Data shown:
# # # #

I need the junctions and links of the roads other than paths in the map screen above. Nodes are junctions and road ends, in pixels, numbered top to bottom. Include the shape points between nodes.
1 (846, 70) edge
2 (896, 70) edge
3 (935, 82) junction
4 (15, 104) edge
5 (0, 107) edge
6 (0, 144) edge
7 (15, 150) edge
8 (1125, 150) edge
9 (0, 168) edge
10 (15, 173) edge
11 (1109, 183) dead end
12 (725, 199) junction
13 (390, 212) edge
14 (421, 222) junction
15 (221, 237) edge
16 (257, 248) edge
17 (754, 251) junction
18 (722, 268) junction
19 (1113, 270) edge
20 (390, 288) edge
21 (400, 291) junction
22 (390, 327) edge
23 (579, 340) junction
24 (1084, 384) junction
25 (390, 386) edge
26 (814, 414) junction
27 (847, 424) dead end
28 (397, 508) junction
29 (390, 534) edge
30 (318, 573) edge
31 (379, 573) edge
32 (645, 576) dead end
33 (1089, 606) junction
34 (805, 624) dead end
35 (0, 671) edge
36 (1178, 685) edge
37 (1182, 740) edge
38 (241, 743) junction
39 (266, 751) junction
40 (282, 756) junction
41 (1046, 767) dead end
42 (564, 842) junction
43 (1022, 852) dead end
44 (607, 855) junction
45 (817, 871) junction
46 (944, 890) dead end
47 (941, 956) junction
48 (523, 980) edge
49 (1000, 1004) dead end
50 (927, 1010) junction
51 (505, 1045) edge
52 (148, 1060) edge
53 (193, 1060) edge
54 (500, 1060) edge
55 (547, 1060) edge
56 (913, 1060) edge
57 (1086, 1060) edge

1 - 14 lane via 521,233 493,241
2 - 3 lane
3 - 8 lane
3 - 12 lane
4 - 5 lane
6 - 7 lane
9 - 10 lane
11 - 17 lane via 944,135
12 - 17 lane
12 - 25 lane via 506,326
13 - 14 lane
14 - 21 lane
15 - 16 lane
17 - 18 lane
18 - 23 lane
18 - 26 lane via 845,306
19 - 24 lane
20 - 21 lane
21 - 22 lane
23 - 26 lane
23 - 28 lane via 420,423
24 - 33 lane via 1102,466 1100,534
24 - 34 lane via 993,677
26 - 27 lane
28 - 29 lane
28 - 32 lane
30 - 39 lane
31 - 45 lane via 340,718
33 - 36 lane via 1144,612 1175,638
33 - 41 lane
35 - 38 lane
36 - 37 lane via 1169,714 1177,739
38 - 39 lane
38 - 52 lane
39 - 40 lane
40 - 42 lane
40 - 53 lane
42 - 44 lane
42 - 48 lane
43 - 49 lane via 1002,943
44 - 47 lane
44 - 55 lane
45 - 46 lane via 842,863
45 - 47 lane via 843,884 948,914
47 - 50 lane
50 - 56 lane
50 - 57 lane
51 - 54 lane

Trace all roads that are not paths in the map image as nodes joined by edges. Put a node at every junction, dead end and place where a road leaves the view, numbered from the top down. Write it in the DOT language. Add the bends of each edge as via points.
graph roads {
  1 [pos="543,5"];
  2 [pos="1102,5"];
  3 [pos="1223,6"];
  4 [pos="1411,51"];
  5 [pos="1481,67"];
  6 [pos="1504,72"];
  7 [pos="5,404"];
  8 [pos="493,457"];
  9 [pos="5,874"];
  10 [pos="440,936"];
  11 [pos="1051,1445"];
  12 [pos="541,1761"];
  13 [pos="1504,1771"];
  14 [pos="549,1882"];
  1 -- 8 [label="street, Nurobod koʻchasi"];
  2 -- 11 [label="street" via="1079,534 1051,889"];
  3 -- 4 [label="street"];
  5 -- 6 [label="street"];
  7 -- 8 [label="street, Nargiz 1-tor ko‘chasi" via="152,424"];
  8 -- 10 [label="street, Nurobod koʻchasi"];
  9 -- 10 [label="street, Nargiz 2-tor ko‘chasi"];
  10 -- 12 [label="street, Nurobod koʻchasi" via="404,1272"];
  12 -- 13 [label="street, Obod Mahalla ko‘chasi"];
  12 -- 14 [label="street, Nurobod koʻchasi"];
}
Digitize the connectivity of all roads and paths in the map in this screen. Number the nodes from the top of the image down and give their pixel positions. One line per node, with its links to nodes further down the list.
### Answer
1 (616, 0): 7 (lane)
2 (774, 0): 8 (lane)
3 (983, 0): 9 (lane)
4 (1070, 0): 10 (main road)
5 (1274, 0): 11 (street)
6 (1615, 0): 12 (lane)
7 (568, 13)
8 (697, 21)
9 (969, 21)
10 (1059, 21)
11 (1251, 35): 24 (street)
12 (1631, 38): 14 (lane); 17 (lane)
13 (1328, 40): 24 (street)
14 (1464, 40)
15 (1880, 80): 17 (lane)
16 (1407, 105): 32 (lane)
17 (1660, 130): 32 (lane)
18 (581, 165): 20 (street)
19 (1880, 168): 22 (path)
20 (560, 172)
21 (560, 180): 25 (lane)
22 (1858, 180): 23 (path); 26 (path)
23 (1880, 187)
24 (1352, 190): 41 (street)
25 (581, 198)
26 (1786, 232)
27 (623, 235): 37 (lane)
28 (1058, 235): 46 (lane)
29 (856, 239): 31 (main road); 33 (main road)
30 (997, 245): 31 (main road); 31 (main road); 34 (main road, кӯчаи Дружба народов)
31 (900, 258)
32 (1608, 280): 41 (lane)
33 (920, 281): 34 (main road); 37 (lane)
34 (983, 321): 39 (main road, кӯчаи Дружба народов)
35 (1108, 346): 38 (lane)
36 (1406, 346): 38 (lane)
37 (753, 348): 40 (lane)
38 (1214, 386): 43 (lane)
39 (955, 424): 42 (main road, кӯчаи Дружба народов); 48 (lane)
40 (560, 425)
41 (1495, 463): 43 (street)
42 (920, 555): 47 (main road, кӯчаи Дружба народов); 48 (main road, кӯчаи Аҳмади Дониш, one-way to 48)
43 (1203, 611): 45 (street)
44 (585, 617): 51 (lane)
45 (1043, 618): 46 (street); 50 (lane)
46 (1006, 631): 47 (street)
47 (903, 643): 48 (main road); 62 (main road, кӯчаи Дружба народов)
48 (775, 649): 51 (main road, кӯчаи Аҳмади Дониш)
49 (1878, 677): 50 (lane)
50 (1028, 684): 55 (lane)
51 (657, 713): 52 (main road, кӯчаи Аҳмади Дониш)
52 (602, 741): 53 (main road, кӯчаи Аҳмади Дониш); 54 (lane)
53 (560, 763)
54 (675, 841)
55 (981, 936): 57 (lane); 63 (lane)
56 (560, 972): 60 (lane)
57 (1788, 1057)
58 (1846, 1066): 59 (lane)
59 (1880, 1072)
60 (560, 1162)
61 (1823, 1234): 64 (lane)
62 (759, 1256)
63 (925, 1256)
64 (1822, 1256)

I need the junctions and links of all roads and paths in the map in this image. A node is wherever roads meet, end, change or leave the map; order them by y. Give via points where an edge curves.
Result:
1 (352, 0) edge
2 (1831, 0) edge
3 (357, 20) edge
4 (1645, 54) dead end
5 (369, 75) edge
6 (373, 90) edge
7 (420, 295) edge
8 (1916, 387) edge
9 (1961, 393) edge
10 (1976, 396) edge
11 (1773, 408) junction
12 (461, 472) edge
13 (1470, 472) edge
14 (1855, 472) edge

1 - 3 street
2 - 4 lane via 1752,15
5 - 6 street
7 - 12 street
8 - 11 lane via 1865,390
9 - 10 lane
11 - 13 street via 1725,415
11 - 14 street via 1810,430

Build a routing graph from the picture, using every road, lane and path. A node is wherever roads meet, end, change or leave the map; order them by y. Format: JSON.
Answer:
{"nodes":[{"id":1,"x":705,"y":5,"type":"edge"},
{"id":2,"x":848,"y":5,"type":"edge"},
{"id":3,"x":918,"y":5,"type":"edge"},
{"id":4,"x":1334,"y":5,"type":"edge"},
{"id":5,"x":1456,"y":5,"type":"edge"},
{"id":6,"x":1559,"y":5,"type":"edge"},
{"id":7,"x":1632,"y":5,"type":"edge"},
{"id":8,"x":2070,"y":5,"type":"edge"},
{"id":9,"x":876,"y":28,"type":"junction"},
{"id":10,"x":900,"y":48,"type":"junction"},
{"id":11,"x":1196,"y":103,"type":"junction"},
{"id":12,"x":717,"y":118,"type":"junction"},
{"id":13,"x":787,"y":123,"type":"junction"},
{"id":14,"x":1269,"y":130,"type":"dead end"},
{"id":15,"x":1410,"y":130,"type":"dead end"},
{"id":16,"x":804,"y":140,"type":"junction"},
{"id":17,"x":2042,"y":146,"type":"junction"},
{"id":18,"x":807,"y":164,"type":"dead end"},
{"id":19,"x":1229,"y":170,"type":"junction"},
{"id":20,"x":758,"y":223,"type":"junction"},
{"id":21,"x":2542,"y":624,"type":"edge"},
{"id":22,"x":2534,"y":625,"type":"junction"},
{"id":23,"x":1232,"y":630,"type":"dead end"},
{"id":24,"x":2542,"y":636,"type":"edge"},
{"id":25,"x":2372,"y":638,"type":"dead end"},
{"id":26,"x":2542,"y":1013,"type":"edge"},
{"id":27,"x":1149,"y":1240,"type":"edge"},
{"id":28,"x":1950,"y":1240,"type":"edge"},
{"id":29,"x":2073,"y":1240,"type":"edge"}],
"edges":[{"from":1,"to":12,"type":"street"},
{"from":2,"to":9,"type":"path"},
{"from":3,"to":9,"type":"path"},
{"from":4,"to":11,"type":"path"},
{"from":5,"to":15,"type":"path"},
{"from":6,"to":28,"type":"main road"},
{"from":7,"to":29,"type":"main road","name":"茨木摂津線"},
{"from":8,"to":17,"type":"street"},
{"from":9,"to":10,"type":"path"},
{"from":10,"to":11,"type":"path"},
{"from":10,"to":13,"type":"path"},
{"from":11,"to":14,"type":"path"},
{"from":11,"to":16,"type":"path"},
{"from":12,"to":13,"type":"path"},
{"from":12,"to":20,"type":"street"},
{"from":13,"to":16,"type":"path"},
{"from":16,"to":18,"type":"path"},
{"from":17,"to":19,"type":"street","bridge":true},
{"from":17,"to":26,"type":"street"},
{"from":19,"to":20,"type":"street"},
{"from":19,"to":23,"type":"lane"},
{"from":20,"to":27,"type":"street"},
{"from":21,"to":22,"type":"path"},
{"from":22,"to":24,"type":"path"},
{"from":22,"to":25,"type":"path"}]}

# # # #

Tally the lines above that contain "Дружба"; give only the number.

5